======== Data section

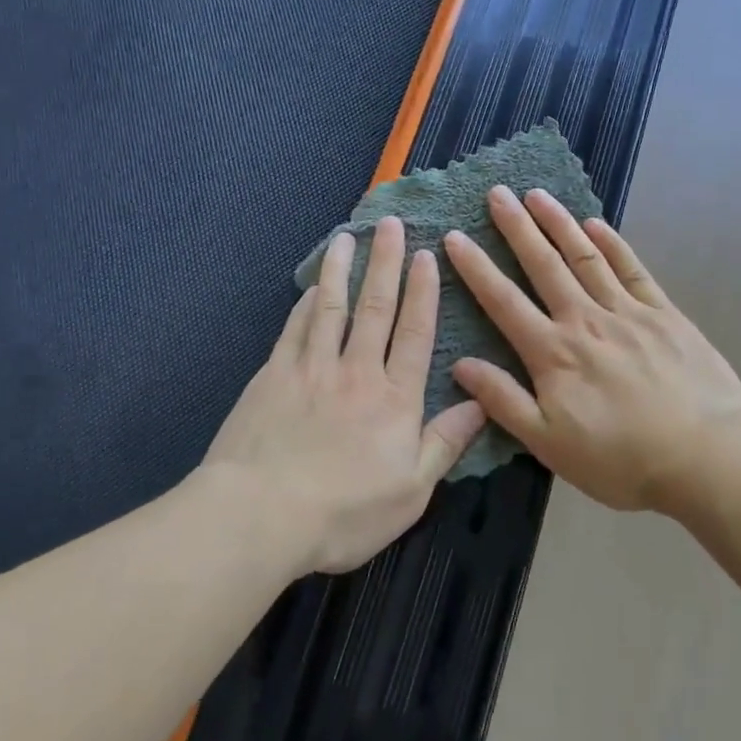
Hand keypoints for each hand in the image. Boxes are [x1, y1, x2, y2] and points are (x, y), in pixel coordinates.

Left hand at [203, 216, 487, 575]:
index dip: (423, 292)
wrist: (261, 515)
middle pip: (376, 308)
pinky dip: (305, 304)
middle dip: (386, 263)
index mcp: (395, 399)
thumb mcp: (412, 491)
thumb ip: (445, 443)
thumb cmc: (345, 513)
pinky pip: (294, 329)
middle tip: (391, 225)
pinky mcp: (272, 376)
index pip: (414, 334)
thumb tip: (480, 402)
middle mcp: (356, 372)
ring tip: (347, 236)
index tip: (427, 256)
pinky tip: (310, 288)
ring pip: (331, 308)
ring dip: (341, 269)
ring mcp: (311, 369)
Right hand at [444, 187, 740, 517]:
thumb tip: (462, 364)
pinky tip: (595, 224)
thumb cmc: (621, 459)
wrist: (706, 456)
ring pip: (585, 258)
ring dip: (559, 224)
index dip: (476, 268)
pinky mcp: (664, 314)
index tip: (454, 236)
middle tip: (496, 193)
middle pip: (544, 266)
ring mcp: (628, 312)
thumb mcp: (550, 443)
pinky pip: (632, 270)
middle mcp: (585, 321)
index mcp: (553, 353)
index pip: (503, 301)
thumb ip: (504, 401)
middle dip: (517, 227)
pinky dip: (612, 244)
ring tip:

================

## [Prompt]
For the data shown above, give the number of lines where the word "ring" appears, and nothing else.

## [Solution to the problem]
8